§ **DESCRIPTION OF THE TASK**
Write all of the entries out again exactly.

##############################

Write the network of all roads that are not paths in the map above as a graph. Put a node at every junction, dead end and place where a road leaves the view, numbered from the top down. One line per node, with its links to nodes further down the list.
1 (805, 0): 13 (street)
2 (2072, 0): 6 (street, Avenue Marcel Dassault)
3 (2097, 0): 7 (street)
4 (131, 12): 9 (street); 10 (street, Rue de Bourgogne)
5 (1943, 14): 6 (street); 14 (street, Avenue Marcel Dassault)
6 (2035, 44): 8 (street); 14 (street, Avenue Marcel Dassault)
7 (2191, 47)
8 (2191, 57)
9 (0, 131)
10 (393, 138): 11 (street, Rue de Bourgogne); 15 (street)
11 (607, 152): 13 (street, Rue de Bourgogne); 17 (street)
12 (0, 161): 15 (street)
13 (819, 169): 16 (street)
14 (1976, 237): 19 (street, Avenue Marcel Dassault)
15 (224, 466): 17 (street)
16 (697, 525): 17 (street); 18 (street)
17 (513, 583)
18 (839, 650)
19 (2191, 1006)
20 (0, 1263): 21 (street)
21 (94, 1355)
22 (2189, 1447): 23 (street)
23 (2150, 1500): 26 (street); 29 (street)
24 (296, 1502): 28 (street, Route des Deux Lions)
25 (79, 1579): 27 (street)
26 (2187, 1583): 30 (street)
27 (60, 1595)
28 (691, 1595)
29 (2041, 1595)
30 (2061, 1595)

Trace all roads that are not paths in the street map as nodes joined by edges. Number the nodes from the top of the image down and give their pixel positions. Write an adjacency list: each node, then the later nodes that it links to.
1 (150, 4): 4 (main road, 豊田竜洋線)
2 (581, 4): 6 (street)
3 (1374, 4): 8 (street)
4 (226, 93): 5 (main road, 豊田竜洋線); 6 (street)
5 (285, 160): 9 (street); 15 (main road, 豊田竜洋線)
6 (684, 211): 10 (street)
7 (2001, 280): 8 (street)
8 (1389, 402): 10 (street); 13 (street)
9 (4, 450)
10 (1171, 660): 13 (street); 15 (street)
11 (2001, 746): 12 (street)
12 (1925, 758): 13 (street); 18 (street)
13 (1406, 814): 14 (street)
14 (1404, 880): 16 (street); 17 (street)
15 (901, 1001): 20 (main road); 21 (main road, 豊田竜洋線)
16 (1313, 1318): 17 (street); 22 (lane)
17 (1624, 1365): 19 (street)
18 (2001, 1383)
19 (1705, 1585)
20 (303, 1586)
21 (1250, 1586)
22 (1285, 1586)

##############################

§ **YOUR RESPONSE**
Write the network of all roads that are not paths in the map above as a graph. Put a node at every junction, dead end and place where a road leaves the view, numbered from the top down. One line per node, with its links to nodes further down the list.
1 (805, 0): 13 (street)
2 (2072, 0): 6 (street, Avenue Marcel Dassault)
3 (2097, 0): 7 (street)
4 (131, 12): 9 (street); 10 (street, Rue de Bourgogne)
5 (1943, 14): 6 (street); 14 (street, Avenue Marcel Dassault)
6 (2035, 44): 8 (street); 14 (street, Avenue Marcel Dassault)
7 (2191, 47)
8 (2191, 57)
9 (0, 131)
10 (393, 138): 11 (street, Rue de Bourgogne); 15 (street)
11 (607, 152): 13 (street, Rue de Bourgogne); 17 (street)
12 (0, 161): 15 (street)
13 (819, 169): 16 (street)
14 (1976, 237): 19 (street, Avenue Marcel Dassault)
15 (224, 466): 17 (street)
16 (697, 525): 17 (street); 18 (street)
17 (513, 583)
18 (839, 650)
19 (2191, 1006)
20 (0, 1263): 21 (street)
21 (94, 1355)
22 (2189, 1447): 23 (street)
23 (2150, 1500): 26 (street); 29 (street)
24 (296, 1502): 28 (street, Route des Deux Lions)
25 (79, 1579): 27 (street)
26 (2187, 1583): 30 (street)
27 (60, 1595)
28 (691, 1595)
29 (2041, 1595)
30 (2061, 1595)

Trace all roads that are not paths in the street map as nodes joined by edges. Number the nodes from the top of the image down and give their pixel positions. Write an adjacency list: each node, then the later nodes that it links to.
1 (150, 4): 4 (main road, 豊田竜洋線)
2 (581, 4): 6 (street)
3 (1374, 4): 8 (street)
4 (226, 93): 5 (main road, 豊田竜洋線); 6 (street)
5 (285, 160): 9 (street); 15 (main road, 豊田竜洋線)
6 (684, 211): 10 (street)
7 (2001, 280): 8 (street)
8 (1389, 402): 10 (street); 13 (street)
9 (4, 450)
10 (1171, 660): 13 (street); 15 (street)
11 (2001, 746): 12 (street)
12 (1925, 758): 13 (street); 18 (street)
13 (1406, 814): 14 (street)
14 (1404, 880): 16 (street); 17 (street)
15 (901, 1001): 20 (main road); 21 (main road, 豊田竜洋線)
16 (1313, 1318): 17 (street); 22 (lane)
17 (1624, 1365): 19 (street)
18 (2001, 1383)
19 (1705, 1585)
20 (303, 1586)
21 (1250, 1586)
22 (1285, 1586)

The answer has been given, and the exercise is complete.